Thursday, July 17, 2008

History about to repeat; are you ready?

I was reading the wikipedia page in the New Deal today (http://en.wikipedia.org/wiki/New_Deal); it makes for fascinating reading. In particular, if you massage the timeline a little, and replace FDR with Obama, you get a fairly accurate representation of what's likely to be the case in about 6 months. Which makes the New Deal a fairly good model of what the government is likely to enact to try to pull us out of the current mess they have created.

Let's look at the surviving long-term programs from the New Deal:

  • Social Security

  • This Ponzi scheme is the pride and joy of the New Deal, providing retirement and disability benefits for all Americans. It will be bankrupting the country around 2040 if not substantially modified/abolished before then, because it's a financial disaster which is a Ponzi scheme. I think we can count that as a negative outcome.

  • The FDIC

  • This institution provides insurance to prevent runs on banks, and establishes rules to prevent them from over-leveraging and becoming insolvent. The oversight has been laughable, but it has been reasonably successful at preventing bank runs, not counting the bank runs when banks fail. On the downside, it's woefully short of funds when banks actually fail, so it costs taxpayers billions. Overall, a push.

  • The FHA

  • This is the organization currently wasting billions of taxpayer dollars giving out ridiculous 100% LTV loans, and is supposed to be helping affordability in the housing market. So, a complete and utter failure of an organization.

  • The SEC

  • On the upside, created uniform investment and disclosure rules to prevent market manipulation and ensure a free market for investment. On the downside, laughably fails at oversight, company financial disclosures are incredibly obtuse and off balance sheet investments are rampit, and sometimes participates in market manipulation itself.
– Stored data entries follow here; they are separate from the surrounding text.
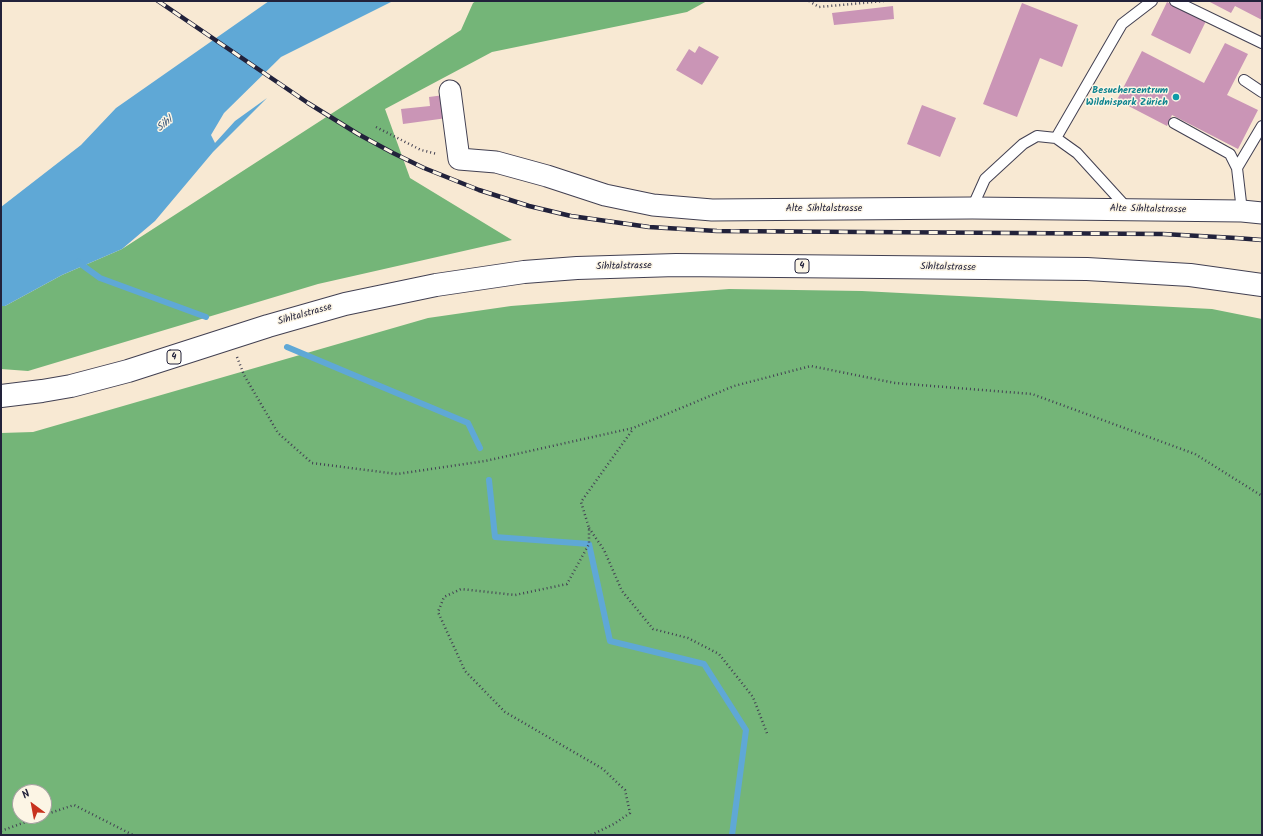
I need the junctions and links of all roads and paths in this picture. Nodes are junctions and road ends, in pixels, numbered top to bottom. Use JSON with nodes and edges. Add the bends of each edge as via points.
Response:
{"nodes":[{"id":1,"x":809,"y":1,"type":"edge"},
{"id":2,"x":884,"y":1,"type":"edge"},
{"id":3,"x":1152,"y":1,"type":"edge"},
{"id":4,"x":1175,"y":1,"type":"edge"},
{"id":5,"x":1262,"y":43,"type":"edge"},
{"id":6,"x":1244,"y":80,"type":"dead end"},
{"id":7,"x":450,"y":91,"type":"dead end"},
{"id":8,"x":1262,"y":92,"type":"edge"},
{"id":9,"x":1174,"y":123,"type":"dead end"},
{"id":10,"x":1262,"y":126,"type":"edge"},
{"id":11,"x":376,"y":127,"type":"dead end"},
{"id":12,"x":1056,"y":138,"type":"junction"},
{"id":13,"x":459,"y":158,"type":"junction"},
{"id":14,"x":1237,"y":168,"type":"junction"},
{"id":15,"x":972,"y":208,"type":"junction"},
{"id":16,"x":1129,"y":210,"type":"junction"},
{"id":17,"x":1242,"y":211,"type":"junction"},
{"id":18,"x":1262,"y":213,"type":"edge"},
{"id":19,"x":1262,"y":285,"type":"edge"},
{"id":20,"x":244,"y":376,"type":"dead end"},
{"id":21,"x":1,"y":396,"type":"edge"},
{"id":22,"x":633,"y":428,"type":"junction"},
{"id":23,"x":1262,"y":496,"type":"edge"},
{"id":24,"x":589,"y":528,"type":"junction"},
{"id":25,"x":768,"y":736,"type":"dead end"},
{"id":26,"x":52,"y":813,"type":"edge"},
{"id":27,"x":21,"y":824,"type":"edge"},
{"id":28,"x":1,"y":831,"type":"edge"},
{"id":29,"x":133,"y":835,"type":"edge"},
{"id":30,"x":591,"y":835,"type":"edge"}],
"edges":[{"from":1,"to":2,"type":"path","via":[[819,7]]},
{"from":3,"to":12,"type":"lane","via":[[1122,24]]},
{"from":4,"to":5,"type":"lane"},
{"from":6,"to":8,"type":"lane"},
{"from":7,"to":13,"type":"street"},
{"from":9,"to":14,"type":"lane","via":[[1230,154]]},
{"from":10,"to":14,"type":"lane"},
{"from":11,"to":13,"type":"path","via":[[421,150]]},
{"from":12,"to":15,"type":"lane","via":[[1037,136],[1023,144],[985,179]]},
{"from":12,"to":16,"type":"lane","via":[[1077,153]]},
{"from":13,"to":15,"type":"street","name":"Alte Sihltalstrasse","via":[[496,162],[605,195],[653,205],[712,210]]},
{"from":14,"to":17,"type":"lane"},
{"from":15,"to":16,"type":"street","name":"Alte Sihltalstrasse"},
{"from":16,"to":17,"type":"street","name":"Alte Sihltalstrasse"},
{"from":17,"to":18,"type":"street","name":"Alte Sihltalstrasse"},
{"from":19,"to":21,"type":"main road","name":"Sihltalstrasse","number":"4","via":[[1190,276],[1087,269],[676,265],[524,272],[436,285],[345,304],[72,386]]},
{"from":20,"to":22,"type":"path","via":[[278,433],[312,463],[397,474],[485,461]]},
{"from":22,"to":23,"type":"path","via":[[734,386],[811,366],[895,383],[1032,394],[1195,454]]},
{"from":22,"to":24,"type":"path","via":[[581,502]]},
{"from":24,"to":25,"type":"path","via":[[604,550],[622,591],[653,629],[688,638],[718,654],[753,697]]},
{"from":24,"to":30,"type":"path","via":[[588,544],[567,584],[515,595],[461,589],[444,597],[438,612],[464,671],[505,712],[603,769],[625,790],[630,813]]},
{"from":26,"to":29,"type":"path","via":[[74,805]]},
{"from":27,"to":28,"type":"path"}]}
So on balance, probably another push.

    What's really interesting about the parallel, though, is not so much all the failed socialism programs which were enacted during the time (some of which are still around and still failing), but how utterly unsuccessful they all were in reviving the US economy. Not surprising, in hindsight, that you can't jump-start a capitalism-based economy with socialist programs and government spending, and the government is pretty bad at running businesses (although that lesson seems forgotten regularly by socialism proponents).
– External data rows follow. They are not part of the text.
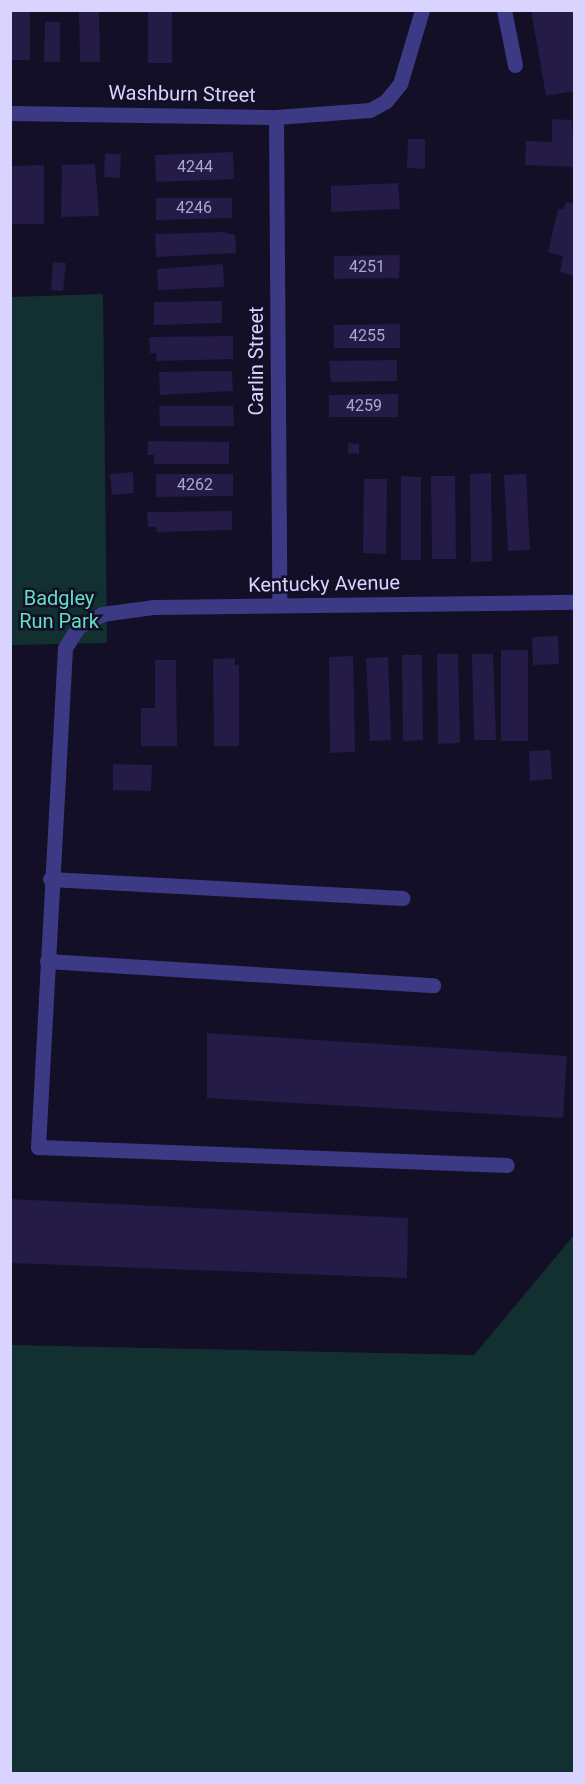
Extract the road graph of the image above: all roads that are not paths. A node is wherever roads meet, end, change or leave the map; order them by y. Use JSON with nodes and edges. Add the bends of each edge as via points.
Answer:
{"nodes":[{"id":1,"x":422,"y":10,"type":"edge"},
{"id":2,"x":504,"y":10,"type":"edge"},
{"id":3,"x":515,"y":65,"type":"dead end"},
{"id":4,"x":10,"y":113,"type":"edge"},
{"id":5,"x":276,"y":117,"type":"junction"},
{"id":6,"x":574,"y":602,"type":"edge"},
{"id":7,"x":279,"y":605,"type":"junction"},
{"id":8,"x":50,"y":879,"type":"junction"},
{"id":9,"x":402,"y":898,"type":"dead end"},
{"id":10,"x":47,"y":961,"type":"junction"},
{"id":11,"x":433,"y":985,"type":"dead end"},
{"id":12,"x":507,"y":1165,"type":"dead end"}],
"edges":[{"from":1,"to":5,"type":"street","name":"Washburn Street","via":[[400,84],[386,101],[352,114]]},
{"from":2,"to":3,"type":"street"},
{"from":4,"to":5,"type":"street","name":"Washburn Street"},
{"from":5,"to":7,"type":"street","name":"Carlin Street"},
{"from":6,"to":7,"type":"street","name":"Kentucky Avenue"},
{"from":7,"to":8,"type":"street","name":"Kentucky Avenue","via":[[122,609],[78,627],[65,648]]},
{"from":8,"to":9,"type":"street"},
{"from":8,"to":10,"type":"street"},
{"from":10,"to":11,"type":"street"},
{"from":10,"to":12,"type":"street","via":[[38,1147]]}]}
    No, what's really interesting is the thing which finally brought the US out of the depression was WW2, which forced the country to go back to the businesses they had been stepping on and berating as evil, and beg them to produce again. That created jobs, trained workers, got rid of red tape, pushed money into the private sector, halted government controls, and basically suspended all the socialist programs which were dooming the country to malaise. I suspect we'll need a similar large-scale event to pull the country out of the mess Obama is likely to create trying to socialize the country, which leads me to wonder if the world will survive another world war.

    However, I'm probably getting ahead of myself. There were ~10 years of failed socialist policies between the market correction and WW2, and you never know if/when the external event will come which will save us from the politicians and their policies. In the meantime, we the people need to find a way to survive as best we can, with as many of our rights and as much of our well-being intact as possible. Fortunately, in this case, we have a spot-on historical parallel to learn from, and we're about to go through the exact same motions which turned a market correction into the Great Depression. Are you ready?

    2 comments:

    1. No, I'm not ready, but I'm glad that there are places like this where a conversation of many can take place. They didn't have the Internet in FDR's time.. hmmm...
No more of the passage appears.